In the study published in Alcoholism: Clinical & Experimental Research, researchers from several South Korean universities and hospitals used genetic testing to look for variations of the HTR7 gene in 903 adults. Four hundred fifty-nine of these adults had previously received a diagnosis for alcoholism/alcohol use disorder; the remaining 444 participants did not have an alcoholism history. The genetic testing focused on the identification of different forms of HTR7 in both groups of study participants. The researchers used a combination of the results of this testing and the results of AUDIT screening to determine if specific forms of the gene can increase a person’s alcoholism risks.

All told, the researchers identified 22 variations of the HTR7 gene.

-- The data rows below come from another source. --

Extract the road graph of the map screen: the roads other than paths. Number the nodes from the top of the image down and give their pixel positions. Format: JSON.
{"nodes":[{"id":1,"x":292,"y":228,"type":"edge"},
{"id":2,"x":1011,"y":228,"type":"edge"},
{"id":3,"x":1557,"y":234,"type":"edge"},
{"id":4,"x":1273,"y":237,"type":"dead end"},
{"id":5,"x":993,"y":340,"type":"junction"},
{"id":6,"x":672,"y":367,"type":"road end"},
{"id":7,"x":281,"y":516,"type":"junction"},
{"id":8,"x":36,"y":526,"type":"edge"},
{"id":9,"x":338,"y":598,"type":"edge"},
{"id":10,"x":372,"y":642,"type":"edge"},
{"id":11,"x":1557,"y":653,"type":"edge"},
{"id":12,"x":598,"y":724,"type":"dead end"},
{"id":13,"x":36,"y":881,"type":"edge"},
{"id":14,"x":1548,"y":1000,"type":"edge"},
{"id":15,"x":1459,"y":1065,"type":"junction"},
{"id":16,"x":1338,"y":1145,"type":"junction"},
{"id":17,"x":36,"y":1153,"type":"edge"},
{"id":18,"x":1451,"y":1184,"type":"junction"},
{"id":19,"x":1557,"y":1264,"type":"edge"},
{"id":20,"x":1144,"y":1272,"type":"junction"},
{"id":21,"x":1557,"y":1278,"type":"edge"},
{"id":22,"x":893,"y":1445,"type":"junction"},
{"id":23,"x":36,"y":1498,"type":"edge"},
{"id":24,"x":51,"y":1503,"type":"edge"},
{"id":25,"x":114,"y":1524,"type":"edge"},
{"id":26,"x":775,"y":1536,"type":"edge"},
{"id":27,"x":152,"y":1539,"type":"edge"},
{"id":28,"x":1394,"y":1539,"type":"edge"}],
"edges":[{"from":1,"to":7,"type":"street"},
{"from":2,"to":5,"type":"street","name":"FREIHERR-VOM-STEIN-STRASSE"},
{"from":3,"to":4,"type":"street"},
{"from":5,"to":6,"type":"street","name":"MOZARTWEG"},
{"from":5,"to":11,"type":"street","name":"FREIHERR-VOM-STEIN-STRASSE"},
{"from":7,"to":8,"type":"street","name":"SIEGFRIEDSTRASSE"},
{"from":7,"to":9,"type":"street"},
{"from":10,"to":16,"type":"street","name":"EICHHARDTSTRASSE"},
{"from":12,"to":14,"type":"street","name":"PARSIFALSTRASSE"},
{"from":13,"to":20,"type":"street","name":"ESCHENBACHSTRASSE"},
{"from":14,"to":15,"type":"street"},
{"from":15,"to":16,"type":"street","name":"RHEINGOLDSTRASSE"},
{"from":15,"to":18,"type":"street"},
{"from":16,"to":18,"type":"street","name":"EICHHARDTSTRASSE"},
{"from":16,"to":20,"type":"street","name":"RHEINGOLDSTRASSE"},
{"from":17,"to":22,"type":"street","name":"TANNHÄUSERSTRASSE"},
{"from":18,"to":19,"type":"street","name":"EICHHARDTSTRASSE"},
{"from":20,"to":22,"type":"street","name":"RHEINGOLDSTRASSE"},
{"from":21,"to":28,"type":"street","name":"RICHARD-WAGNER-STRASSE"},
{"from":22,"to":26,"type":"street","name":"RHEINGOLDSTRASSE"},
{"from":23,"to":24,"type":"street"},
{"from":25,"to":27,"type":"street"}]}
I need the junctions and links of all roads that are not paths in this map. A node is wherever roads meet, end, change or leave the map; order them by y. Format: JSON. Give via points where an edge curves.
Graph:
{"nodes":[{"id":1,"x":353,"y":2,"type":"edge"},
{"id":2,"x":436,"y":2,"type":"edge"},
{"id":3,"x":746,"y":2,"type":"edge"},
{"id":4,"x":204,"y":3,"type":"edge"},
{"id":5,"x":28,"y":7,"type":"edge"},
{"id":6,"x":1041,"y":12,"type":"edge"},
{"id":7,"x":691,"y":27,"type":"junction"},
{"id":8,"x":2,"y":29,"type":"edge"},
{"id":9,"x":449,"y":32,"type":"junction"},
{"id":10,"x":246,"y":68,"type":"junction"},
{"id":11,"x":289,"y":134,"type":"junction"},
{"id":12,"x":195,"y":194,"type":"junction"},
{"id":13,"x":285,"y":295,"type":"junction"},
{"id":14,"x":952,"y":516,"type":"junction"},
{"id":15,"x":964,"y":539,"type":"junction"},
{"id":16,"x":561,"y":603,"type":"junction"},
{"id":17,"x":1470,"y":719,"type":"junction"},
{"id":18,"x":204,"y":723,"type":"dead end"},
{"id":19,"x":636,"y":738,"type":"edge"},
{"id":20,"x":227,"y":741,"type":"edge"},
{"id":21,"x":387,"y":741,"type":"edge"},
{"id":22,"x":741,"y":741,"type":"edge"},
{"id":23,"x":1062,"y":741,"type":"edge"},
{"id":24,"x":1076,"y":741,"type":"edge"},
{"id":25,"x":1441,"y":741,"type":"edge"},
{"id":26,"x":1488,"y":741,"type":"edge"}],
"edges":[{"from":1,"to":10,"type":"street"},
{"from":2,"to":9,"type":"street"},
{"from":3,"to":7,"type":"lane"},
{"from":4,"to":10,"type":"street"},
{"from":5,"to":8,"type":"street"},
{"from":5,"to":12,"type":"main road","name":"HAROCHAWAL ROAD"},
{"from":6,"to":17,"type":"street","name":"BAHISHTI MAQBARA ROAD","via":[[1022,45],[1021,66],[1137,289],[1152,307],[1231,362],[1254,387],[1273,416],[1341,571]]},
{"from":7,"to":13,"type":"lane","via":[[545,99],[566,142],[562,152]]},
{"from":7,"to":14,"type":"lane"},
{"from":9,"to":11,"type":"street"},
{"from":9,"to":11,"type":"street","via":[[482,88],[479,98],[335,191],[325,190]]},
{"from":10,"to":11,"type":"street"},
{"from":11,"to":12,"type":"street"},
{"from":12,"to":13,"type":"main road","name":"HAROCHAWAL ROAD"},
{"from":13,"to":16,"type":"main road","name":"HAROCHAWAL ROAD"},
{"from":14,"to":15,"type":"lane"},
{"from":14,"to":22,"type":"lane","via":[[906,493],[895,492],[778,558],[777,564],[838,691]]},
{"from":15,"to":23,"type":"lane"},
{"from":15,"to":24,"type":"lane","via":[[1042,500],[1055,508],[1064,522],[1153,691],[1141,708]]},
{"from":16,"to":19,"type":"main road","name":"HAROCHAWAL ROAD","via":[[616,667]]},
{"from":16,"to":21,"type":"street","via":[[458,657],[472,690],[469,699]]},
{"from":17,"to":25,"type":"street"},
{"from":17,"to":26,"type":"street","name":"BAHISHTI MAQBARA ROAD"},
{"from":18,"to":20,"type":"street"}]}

Based on the known incidence of alcoholism in the study participants, they linked seven of these variations to an increased risk for becoming physically dependent on drinking. After reviewing the results of the AUDIT screenings, they identified another eight variations of the gene that may increase the risks for alcoholism. In addition, they identified three combinations of HTR7 and other genes that may increase a person’s odds of developing alcoholism.

The study’s authors consider their work to be largely preliminary. Before anyone can say for sure that the identified variations in HTR7 do or do not increase alcoholism risks, they believe their results must be repeated by other researchers. They also believe other researchers must uncover real-world differences in alcoholism rates that support the importance of the genetic variations they found. Still, the authors feel they may have isolated one of the meaningful inherited risks for diagnosable drinking problems.